- **MATERIAL PROVIDED**
-=-=-

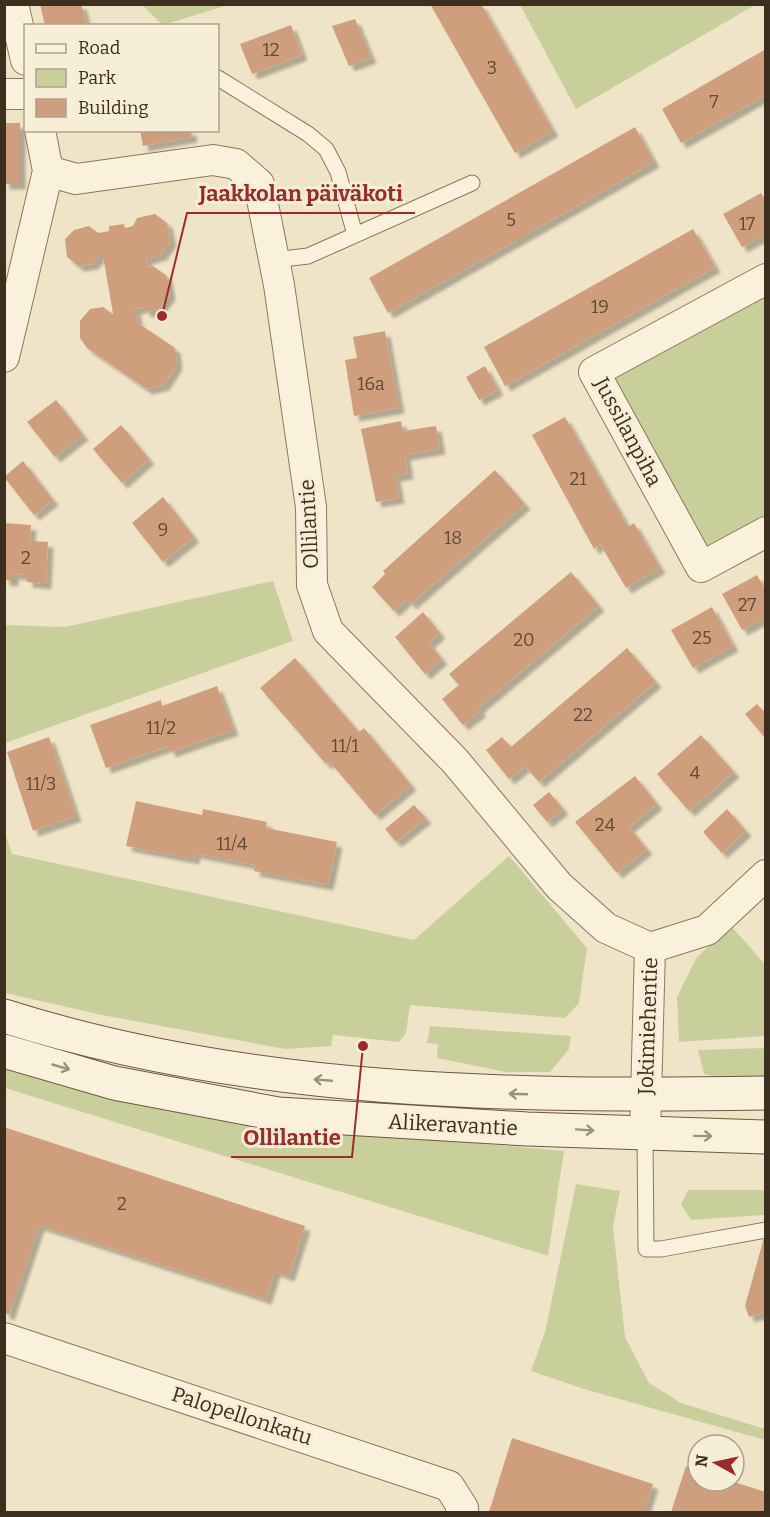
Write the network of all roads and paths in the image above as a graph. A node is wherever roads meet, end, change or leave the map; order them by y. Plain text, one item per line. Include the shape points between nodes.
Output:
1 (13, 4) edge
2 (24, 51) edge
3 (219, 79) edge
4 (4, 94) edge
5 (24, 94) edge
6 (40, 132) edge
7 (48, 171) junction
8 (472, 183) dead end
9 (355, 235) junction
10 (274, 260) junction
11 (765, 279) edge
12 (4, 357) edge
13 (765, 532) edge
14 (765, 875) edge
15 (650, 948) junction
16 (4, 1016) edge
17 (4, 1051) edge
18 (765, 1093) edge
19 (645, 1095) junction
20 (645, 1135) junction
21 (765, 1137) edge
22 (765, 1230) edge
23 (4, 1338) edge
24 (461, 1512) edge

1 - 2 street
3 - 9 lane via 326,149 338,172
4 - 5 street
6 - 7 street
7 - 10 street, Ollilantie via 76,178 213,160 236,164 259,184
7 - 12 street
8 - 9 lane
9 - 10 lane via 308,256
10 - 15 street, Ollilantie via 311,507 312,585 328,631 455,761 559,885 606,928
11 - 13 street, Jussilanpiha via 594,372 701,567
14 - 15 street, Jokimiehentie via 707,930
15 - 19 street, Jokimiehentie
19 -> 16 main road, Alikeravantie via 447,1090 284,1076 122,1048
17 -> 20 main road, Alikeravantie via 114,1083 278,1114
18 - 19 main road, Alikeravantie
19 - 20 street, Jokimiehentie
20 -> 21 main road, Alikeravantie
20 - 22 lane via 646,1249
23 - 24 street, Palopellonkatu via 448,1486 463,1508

-=-=-

Every line of the material is to be quoted exactly, with no pictures carried over.

- **EXERCISE RESULT**
Write the network of all roads and paths in the image above as a graph. A node is wherever roads meet, end, change or leave the map; order them by y. Plain text, one item per line. Include the shape points between nodes.
Output:
1 (13, 4) edge
2 (24, 51) edge
3 (219, 79) edge
4 (4, 94) edge
5 (24, 94) edge
6 (40, 132) edge
7 (48, 171) junction
8 (472, 183) dead end
9 (355, 235) junction
10 (274, 260) junction
11 (765, 279) edge
12 (4, 357) edge
13 (765, 532) edge
14 (765, 875) edge
15 (650, 948) junction
16 (4, 1016) edge
17 (4, 1051) edge
18 (765, 1093) edge
19 (645, 1095) junction
20 (645, 1135) junction
21 (765, 1137) edge
22 (765, 1230) edge
23 (4, 1338) edge
24 (461, 1512) edge

1 - 2 street
3 - 9 lane via 326,149 338,172
4 - 5 street
6 - 7 street
7 - 10 street, Ollilantie via 76,178 213,160 236,164 259,184
7 - 12 street
8 - 9 lane
9 - 10 lane via 308,256
10 - 15 street, Ollilantie via 311,507 312,585 328,631 455,761 559,885 606,928
11 - 13 street, Jussilanpiha via 594,372 701,567
14 - 15 street, Jokimiehentie via 707,930
15 - 19 street, Jokimiehentie
19 -> 16 main road, Alikeravantie via 447,1090 284,1076 122,1048
17 -> 20 main road, Alikeravantie via 114,1083 278,1114
18 - 19 main road, Alikeravantie
19 - 20 street, Jokimiehentie
20 -> 21 main road, Alikeravantie
20 - 22 lane via 646,1249
23 - 24 street, Palopellonkatu via 448,1486 463,1508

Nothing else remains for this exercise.